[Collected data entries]
▼

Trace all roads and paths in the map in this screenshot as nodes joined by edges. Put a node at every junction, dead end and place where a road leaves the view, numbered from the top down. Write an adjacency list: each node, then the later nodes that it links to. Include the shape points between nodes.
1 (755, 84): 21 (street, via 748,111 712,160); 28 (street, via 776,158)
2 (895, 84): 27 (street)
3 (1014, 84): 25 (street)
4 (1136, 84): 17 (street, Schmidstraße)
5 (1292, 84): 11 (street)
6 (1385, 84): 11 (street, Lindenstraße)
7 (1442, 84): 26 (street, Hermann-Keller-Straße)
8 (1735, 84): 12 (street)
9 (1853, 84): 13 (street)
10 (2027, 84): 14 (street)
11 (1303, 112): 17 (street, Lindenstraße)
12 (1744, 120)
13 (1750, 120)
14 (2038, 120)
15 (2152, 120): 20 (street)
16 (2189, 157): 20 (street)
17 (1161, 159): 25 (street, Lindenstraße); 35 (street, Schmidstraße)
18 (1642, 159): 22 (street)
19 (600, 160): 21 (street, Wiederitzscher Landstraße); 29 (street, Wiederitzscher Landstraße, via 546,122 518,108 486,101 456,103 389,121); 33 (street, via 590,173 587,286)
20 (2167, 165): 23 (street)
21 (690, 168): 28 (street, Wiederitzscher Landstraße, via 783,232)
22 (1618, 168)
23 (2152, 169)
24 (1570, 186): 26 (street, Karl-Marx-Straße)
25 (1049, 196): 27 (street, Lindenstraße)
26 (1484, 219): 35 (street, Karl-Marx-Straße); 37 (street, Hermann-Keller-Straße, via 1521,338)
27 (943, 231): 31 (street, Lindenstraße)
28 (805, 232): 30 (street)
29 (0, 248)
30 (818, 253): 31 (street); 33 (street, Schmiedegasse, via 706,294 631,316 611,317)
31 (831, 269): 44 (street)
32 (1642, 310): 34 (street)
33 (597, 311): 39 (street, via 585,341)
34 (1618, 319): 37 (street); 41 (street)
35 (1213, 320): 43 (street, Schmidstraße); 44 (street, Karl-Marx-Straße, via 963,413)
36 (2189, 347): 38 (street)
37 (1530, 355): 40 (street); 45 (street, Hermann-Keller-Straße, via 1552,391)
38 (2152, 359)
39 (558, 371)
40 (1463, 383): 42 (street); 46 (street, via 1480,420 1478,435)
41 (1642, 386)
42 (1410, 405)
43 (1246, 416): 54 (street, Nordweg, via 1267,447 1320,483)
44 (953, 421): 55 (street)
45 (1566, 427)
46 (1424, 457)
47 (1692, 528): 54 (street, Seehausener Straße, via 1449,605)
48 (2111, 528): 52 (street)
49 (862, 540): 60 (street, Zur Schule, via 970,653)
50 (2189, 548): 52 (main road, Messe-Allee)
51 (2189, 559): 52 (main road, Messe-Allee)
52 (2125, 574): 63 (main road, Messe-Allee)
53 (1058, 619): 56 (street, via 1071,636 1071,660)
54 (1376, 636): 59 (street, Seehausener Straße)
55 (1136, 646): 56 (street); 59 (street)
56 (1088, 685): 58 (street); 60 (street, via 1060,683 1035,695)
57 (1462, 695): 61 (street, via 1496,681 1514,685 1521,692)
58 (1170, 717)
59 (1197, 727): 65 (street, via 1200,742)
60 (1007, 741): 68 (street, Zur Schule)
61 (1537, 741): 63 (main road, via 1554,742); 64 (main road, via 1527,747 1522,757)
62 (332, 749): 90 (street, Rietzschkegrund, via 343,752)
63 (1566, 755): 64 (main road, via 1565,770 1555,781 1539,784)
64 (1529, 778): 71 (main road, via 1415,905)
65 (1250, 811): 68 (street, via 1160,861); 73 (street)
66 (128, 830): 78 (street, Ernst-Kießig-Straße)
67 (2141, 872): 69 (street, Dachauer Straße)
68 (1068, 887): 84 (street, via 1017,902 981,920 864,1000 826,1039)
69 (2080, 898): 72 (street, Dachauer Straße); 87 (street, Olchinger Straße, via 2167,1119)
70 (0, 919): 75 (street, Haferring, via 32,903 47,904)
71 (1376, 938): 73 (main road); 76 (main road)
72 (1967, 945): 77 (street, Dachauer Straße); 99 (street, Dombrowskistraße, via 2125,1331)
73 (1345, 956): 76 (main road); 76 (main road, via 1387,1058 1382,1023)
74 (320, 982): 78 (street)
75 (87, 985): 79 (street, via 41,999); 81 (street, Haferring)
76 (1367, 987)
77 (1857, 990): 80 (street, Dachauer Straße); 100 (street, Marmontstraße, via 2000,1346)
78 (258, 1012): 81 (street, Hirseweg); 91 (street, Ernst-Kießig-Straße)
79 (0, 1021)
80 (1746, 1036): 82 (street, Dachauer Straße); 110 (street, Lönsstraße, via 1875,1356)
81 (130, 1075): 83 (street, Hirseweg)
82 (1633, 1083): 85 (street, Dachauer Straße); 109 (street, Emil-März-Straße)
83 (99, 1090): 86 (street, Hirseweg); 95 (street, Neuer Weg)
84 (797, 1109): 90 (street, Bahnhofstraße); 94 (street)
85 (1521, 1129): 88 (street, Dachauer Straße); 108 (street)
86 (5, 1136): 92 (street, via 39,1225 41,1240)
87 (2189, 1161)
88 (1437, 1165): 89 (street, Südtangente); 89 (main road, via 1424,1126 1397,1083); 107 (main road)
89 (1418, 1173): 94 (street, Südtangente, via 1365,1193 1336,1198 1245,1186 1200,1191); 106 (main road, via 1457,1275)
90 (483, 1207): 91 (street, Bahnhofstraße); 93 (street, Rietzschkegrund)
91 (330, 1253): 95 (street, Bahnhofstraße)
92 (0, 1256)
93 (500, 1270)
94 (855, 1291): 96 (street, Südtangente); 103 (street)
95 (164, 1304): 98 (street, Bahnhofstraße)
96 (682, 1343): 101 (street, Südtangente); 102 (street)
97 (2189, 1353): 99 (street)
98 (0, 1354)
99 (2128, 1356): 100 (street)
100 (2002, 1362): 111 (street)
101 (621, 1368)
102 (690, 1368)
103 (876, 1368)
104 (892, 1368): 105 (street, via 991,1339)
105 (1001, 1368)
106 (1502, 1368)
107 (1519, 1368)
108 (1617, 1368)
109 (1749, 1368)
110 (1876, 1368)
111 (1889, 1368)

▲

*PROBLEM TO WORK ON*
Return every record above exactly as written.

*RESPONSE FOR THIS EXERCISE*
Trace all roads and paths in the map in this screenshot as nodes joined by edges. Put a node at every junction, dead end and place where a road leaves the view, numbered from the top down. Write an adjacency list: each node, then the later nodes that it links to. Include the shape points between nodes.
1 (755, 84): 21 (street, via 748,111 712,160); 28 (street, via 776,158)
2 (895, 84): 27 (street)
3 (1014, 84): 25 (street)
4 (1136, 84): 17 (street, Schmidstraße)
5 (1292, 84): 11 (street)
6 (1385, 84): 11 (street, Lindenstraße)
7 (1442, 84): 26 (street, Hermann-Keller-Straße)
8 (1735, 84): 12 (street)
9 (1853, 84): 13 (street)
10 (2027, 84): 14 (street)
11 (1303, 112): 17 (street, Lindenstraße)
12 (1744, 120)
13 (1750, 120)
14 (2038, 120)
15 (2152, 120): 20 (street)
16 (2189, 157): 20 (street)
17 (1161, 159): 25 (street, Lindenstraße); 35 (street, Schmidstraße)
18 (1642, 159): 22 (street)
19 (600, 160): 21 (street, Wiederitzscher Landstraße); 29 (street, Wiederitzscher Landstraße, via 546,122 518,108 486,101 456,103 389,121); 33 (street, via 590,173 587,286)
20 (2167, 165): 23 (street)
21 (690, 168): 28 (street, Wiederitzscher Landstraße, via 783,232)
22 (1618, 168)
23 (2152, 169)
24 (1570, 186): 26 (street, Karl-Marx-Straße)
25 (1049, 196): 27 (street, Lindenstraße)
26 (1484, 219): 35 (street, Karl-Marx-Straße); 37 (street, Hermann-Keller-Straße, via 1521,338)
27 (943, 231): 31 (street, Lindenstraße)
28 (805, 232): 30 (street)
29 (0, 248)
30 (818, 253): 31 (street); 33 (street, Schmiedegasse, via 706,294 631,316 611,317)
31 (831, 269): 44 (street)
32 (1642, 310): 34 (street)
33 (597, 311): 39 (street, via 585,341)
34 (1618, 319): 37 (street); 41 (street)
35 (1213, 320): 43 (street, Schmidstraße); 44 (street, Karl-Marx-Straße, via 963,413)
36 (2189, 347): 38 (street)
37 (1530, 355): 40 (street); 45 (street, Hermann-Keller-Straße, via 1552,391)
38 (2152, 359)
39 (558, 371)
40 (1463, 383): 42 (street); 46 (street, via 1480,420 1478,435)
41 (1642, 386)
42 (1410, 405)
43 (1246, 416): 54 (street, Nordweg, via 1267,447 1320,483)
44 (953, 421): 55 (street)
45 (1566, 427)
46 (1424, 457)
47 (1692, 528): 54 (street, Seehausener Straße, via 1449,605)
48 (2111, 528): 52 (street)
49 (862, 540): 60 (street, Zur Schule, via 970,653)
50 (2189, 548): 52 (main road, Messe-Allee)
51 (2189, 559): 52 (main road, Messe-Allee)
52 (2125, 574): 63 (main road, Messe-Allee)
53 (1058, 619): 56 (street, via 1071,636 1071,660)
54 (1376, 636): 59 (street, Seehausener Straße)
55 (1136, 646): 56 (street); 59 (street)
56 (1088, 685): 58 (street); 60 (street, via 1060,683 1035,695)
57 (1462, 695): 61 (street, via 1496,681 1514,685 1521,692)
58 (1170, 717)
59 (1197, 727): 65 (street, via 1200,742)
60 (1007, 741): 68 (street, Zur Schule)
61 (1537, 741): 63 (main road, via 1554,742); 64 (main road, via 1527,747 1522,757)
62 (332, 749): 90 (street, Rietzschkegrund, via 343,752)
63 (1566, 755): 64 (main road, via 1565,770 1555,781 1539,784)
64 (1529, 778): 71 (main road, via 1415,905)
65 (1250, 811): 68 (street, via 1160,861); 73 (street)
66 (128, 830): 78 (street, Ernst-Kießig-Straße)
67 (2141, 872): 69 (street, Dachauer Straße)
68 (1068, 887): 84 (street, via 1017,902 981,920 864,1000 826,1039)
69 (2080, 898): 72 (street, Dachauer Straße); 87 (street, Olchinger Straße, via 2167,1119)
70 (0, 919): 75 (street, Haferring, via 32,903 47,904)
71 (1376, 938): 73 (main road); 76 (main road)
72 (1967, 945): 77 (street, Dachauer Straße); 99 (street, Dombrowskistraße, via 2125,1331)
73 (1345, 956): 76 (main road); 76 (main road, via 1387,1058 1382,1023)
74 (320, 982): 78 (street)
75 (87, 985): 79 (street, via 41,999); 81 (street, Haferring)
76 (1367, 987)
77 (1857, 990): 80 (street, Dachauer Straße); 100 (street, Marmontstraße, via 2000,1346)
78 (258, 1012): 81 (street, Hirseweg); 91 (street, Ernst-Kießig-Straße)
79 (0, 1021)
80 (1746, 1036): 82 (street, Dachauer Straße); 110 (street, Lönsstraße, via 1875,1356)
81 (130, 1075): 83 (street, Hirseweg)
82 (1633, 1083): 85 (street, Dachauer Straße); 109 (street, Emil-März-Straße)
83 (99, 1090): 86 (street, Hirseweg); 95 (street, Neuer Weg)
84 (797, 1109): 90 (street, Bahnhofstraße); 94 (street)
85 (1521, 1129): 88 (street, Dachauer Straße); 108 (street)
86 (5, 1136): 92 (street, via 39,1225 41,1240)
87 (2189, 1161)
88 (1437, 1165): 89 (street, Südtangente); 89 (main road, via 1424,1126 1397,1083); 107 (main road)
89 (1418, 1173): 94 (street, Südtangente, via 1365,1193 1336,1198 1245,1186 1200,1191); 106 (main road, via 1457,1275)
90 (483, 1207): 91 (street, Bahnhofstraße); 93 (street, Rietzschkegrund)
91 (330, 1253): 95 (street, Bahnhofstraße)
92 (0, 1256)
93 (500, 1270)
94 (855, 1291): 96 (street, Südtangente); 103 (street)
95 (164, 1304): 98 (street, Bahnhofstraße)
96 (682, 1343): 101 (street, Südtangente); 102 (street)
97 (2189, 1353): 99 (street)
98 (0, 1354)
99 (2128, 1356): 100 (street)
100 (2002, 1362): 111 (street)
101 (621, 1368)
102 (690, 1368)
103 (876, 1368)
104 (892, 1368): 105 (street, via 991,1339)
105 (1001, 1368)
106 (1502, 1368)
107 (1519, 1368)
108 (1617, 1368)
109 (1749, 1368)
110 (1876, 1368)
111 (1889, 1368)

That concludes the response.